### WHAT YOU SHOULD DO
Search through the entries for the word "them" and copy every line that has it.

Stored items

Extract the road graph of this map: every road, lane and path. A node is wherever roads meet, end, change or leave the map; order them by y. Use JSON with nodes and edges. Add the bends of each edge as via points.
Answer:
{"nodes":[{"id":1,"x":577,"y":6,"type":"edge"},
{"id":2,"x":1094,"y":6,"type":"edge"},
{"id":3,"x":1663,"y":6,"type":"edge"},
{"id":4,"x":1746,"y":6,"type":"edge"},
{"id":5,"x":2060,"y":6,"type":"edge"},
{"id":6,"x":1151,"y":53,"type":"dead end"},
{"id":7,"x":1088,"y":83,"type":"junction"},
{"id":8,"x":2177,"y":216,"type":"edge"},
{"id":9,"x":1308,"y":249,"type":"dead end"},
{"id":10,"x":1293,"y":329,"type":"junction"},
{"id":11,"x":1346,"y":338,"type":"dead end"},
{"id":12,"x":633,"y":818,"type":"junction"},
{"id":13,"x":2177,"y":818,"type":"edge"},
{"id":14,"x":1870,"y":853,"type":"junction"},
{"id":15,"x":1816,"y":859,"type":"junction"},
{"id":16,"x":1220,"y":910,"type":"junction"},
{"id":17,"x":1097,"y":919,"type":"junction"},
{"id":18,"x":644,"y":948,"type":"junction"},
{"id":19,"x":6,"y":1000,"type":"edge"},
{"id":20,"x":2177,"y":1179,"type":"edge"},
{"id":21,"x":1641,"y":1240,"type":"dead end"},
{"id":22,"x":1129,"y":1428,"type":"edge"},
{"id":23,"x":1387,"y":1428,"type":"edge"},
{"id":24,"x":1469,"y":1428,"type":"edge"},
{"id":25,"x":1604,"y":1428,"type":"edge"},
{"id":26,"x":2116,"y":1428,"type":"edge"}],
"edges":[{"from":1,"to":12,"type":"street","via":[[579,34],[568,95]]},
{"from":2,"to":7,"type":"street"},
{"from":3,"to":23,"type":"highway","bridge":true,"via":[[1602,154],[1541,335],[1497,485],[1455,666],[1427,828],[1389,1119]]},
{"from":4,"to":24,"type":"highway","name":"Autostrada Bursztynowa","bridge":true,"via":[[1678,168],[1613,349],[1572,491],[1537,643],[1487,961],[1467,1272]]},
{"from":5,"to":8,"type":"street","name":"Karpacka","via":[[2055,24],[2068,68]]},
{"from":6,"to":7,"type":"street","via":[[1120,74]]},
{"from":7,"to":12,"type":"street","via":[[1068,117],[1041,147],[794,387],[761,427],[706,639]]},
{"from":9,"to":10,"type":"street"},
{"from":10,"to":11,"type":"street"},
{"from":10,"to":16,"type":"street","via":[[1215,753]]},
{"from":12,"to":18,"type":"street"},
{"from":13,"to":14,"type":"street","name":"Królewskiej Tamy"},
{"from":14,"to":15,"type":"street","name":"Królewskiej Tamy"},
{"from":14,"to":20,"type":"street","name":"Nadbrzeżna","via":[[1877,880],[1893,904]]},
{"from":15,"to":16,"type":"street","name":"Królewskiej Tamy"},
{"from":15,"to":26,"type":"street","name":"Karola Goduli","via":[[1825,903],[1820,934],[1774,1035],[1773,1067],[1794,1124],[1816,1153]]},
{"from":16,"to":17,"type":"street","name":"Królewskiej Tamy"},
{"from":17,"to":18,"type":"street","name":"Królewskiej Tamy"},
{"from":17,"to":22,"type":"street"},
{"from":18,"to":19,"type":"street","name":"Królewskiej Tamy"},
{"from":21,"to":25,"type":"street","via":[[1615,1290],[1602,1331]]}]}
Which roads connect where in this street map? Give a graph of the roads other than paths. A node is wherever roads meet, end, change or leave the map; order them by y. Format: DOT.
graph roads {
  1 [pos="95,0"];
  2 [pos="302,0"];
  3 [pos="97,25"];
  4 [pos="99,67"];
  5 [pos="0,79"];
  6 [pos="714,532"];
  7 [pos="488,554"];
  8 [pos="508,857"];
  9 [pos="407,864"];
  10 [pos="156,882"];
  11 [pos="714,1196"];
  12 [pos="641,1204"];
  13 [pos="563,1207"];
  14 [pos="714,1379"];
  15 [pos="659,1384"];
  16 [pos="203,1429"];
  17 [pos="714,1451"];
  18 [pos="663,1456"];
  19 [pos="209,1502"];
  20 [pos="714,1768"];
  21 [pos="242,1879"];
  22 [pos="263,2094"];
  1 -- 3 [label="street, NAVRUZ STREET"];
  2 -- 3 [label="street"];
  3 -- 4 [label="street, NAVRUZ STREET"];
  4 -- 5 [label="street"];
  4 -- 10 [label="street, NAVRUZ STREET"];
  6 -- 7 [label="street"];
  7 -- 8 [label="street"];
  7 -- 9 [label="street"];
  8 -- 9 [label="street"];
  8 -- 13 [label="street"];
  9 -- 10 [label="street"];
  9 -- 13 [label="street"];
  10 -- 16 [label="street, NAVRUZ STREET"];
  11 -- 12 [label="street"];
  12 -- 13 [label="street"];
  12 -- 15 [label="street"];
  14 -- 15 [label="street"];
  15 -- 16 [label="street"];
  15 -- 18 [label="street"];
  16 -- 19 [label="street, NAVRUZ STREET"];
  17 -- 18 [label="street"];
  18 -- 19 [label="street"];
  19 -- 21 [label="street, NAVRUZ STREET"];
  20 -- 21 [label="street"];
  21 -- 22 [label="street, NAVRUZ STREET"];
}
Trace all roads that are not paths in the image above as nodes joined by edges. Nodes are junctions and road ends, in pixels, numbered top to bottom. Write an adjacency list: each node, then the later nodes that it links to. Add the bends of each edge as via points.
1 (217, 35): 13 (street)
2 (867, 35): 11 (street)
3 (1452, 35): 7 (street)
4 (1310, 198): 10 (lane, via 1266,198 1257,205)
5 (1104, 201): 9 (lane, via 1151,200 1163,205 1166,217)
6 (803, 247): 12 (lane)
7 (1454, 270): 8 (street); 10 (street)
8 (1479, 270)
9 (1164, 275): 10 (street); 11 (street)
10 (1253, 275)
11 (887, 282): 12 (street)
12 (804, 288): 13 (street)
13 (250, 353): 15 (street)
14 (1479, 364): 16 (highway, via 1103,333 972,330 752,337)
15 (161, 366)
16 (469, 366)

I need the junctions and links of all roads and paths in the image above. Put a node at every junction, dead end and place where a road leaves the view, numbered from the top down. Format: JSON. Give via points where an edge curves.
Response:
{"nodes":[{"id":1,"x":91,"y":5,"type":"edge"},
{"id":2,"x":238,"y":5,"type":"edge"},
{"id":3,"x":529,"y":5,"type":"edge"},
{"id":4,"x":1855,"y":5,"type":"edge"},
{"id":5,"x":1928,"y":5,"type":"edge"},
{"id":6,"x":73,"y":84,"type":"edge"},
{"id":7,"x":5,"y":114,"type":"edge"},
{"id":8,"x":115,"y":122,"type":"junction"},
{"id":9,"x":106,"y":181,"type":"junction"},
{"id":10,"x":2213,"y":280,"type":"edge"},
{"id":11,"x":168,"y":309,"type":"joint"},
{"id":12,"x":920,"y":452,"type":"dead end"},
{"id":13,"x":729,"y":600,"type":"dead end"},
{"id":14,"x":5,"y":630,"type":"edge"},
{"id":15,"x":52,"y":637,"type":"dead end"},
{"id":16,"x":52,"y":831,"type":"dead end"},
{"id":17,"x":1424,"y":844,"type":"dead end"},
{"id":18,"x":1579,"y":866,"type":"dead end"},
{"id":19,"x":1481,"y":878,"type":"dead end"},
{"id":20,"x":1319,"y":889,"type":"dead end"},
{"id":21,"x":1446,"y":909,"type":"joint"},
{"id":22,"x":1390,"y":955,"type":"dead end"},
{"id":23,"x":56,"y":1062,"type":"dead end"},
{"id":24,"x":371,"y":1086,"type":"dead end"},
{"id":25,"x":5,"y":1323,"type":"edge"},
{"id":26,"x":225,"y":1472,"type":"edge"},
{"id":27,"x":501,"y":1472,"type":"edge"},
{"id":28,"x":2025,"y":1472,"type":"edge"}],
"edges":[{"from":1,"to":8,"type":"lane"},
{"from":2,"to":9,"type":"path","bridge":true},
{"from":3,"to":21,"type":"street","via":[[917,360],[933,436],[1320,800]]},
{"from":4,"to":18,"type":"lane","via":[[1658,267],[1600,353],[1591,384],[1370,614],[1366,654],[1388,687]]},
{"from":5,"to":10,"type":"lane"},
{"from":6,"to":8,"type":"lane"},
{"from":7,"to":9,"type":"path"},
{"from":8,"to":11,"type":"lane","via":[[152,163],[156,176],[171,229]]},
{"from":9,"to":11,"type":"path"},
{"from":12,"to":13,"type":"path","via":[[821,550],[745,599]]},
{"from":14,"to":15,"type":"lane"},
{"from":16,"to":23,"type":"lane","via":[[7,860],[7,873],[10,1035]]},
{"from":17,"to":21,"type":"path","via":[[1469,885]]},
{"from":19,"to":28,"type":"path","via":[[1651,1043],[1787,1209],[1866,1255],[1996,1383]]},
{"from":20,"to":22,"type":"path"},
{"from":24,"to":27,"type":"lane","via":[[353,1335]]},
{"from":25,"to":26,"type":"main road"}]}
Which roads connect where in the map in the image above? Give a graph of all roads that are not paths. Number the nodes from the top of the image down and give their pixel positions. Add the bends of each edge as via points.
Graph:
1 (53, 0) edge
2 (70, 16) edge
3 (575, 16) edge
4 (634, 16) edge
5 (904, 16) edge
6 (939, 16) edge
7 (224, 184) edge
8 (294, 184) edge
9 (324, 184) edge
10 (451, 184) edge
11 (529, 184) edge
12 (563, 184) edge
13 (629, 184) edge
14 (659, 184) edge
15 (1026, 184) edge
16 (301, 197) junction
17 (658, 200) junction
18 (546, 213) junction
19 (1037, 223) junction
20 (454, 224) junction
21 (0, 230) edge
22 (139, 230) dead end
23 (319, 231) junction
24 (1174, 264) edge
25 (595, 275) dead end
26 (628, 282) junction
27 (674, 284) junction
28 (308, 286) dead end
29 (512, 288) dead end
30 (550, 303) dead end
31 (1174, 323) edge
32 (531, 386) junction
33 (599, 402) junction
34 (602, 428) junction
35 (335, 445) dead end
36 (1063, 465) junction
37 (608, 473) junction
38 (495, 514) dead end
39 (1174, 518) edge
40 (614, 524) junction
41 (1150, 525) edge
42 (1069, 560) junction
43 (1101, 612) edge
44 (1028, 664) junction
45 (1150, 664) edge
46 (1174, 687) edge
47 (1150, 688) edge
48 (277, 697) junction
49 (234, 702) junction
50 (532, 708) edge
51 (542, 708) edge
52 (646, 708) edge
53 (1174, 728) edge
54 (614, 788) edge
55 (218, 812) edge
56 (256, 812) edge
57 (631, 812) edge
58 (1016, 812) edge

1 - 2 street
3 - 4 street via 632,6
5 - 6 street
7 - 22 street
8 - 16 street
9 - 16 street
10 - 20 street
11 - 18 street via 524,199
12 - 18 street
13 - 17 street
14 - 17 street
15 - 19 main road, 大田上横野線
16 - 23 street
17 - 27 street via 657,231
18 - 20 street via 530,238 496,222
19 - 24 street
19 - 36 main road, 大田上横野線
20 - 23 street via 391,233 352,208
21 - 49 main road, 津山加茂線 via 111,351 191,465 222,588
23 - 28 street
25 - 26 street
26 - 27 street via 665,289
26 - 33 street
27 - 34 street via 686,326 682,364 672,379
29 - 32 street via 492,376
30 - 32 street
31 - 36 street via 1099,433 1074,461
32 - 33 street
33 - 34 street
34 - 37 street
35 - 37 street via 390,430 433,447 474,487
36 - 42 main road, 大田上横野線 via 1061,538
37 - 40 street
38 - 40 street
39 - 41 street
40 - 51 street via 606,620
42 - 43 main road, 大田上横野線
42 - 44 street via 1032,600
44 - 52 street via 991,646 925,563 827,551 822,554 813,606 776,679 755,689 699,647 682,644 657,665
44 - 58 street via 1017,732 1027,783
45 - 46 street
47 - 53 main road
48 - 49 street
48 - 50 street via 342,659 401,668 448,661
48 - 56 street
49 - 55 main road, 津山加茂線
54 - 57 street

### SOLUTION TO THE PROBLEM
Extract the road graph of this map: every road, lane and path. A node is wherever roads meet, end, change or leave the map; order them by y. Use JSON with nodes and edges. Add the bends of each edge as via points.
Which roads connect where in this street map? Give a graph of the roads other than paths. A node is wherever roads meet, end, change or leave the map; order them by y. Format: DOT.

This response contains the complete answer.